* Required work
The answer must consist of every line from the entries that holds the word "name".

* Data to process
◆ ◆ ◆ ◆

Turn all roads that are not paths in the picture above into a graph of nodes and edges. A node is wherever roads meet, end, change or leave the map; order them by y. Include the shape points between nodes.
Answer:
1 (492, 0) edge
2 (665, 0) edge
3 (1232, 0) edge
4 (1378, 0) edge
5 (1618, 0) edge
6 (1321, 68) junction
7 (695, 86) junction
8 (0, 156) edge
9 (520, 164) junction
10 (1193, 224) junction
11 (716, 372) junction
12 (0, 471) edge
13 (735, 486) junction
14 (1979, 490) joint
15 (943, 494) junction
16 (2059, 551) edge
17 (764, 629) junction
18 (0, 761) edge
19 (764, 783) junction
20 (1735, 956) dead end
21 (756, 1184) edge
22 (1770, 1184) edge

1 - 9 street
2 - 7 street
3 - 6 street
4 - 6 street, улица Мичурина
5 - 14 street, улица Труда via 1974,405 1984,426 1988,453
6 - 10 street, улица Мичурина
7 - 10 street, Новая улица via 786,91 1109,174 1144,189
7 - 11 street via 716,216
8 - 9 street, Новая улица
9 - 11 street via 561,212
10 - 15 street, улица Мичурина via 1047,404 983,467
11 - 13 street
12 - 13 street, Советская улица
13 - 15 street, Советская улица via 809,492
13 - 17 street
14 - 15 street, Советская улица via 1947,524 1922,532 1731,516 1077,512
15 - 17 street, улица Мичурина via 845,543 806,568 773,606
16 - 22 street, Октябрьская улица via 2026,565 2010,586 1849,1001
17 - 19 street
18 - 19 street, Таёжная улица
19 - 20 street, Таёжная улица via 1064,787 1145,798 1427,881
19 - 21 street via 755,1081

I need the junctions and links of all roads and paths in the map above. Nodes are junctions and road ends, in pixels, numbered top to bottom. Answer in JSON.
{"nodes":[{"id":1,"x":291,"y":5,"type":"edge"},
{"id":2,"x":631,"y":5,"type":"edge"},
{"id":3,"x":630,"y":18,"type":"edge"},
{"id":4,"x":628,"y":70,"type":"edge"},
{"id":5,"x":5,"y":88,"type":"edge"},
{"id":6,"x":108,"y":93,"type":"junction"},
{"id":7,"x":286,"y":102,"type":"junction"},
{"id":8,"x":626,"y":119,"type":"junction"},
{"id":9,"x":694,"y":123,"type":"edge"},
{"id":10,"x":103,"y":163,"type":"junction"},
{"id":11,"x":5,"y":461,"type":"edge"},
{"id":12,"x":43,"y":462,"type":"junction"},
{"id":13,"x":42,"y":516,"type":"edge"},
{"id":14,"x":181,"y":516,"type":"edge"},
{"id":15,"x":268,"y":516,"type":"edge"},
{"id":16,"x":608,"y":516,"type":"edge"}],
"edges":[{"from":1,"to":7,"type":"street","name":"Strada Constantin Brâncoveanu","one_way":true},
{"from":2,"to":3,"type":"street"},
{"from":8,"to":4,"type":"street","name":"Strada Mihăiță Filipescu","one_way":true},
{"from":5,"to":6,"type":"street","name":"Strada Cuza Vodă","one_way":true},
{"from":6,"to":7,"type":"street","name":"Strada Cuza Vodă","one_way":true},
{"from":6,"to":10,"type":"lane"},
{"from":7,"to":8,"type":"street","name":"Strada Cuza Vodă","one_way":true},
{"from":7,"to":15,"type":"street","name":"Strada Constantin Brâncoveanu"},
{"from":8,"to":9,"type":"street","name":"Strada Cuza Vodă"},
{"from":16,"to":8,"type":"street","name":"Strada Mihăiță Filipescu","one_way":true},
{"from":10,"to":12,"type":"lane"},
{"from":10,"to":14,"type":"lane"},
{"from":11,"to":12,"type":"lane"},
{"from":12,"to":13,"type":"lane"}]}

◆ ◆ ◆ ◆

* Reply
"edges":[{"from":1,"to":7,"type":"street","name":"Strada Constantin Brâncoveanu","one_way":true},
{"from":8,"to":4,"type":"street","name":"Strada Mihăiță Filipescu","one_way":true},
{"from":5,"to":6,"type":"street","name":"Strada Cuza Vodă","one_way":true},
{"from":6,"to":7,"type":"street","name":"Strada Cuza Vodă","one_way":true},
{"from":7,"to":8,"type":"street","name":"Strada Cuza Vodă","one_way":true},
{"from":7,"to":15,"type":"street","name":"Strada Constantin Brâncoveanu"},
{"from":8,"to":9,"type":"street","name":"Strada Cuza Vodă"},
{"from":16,"to":8,"type":"street","name":"Strada Mihăiță Filipescu","one_way":true},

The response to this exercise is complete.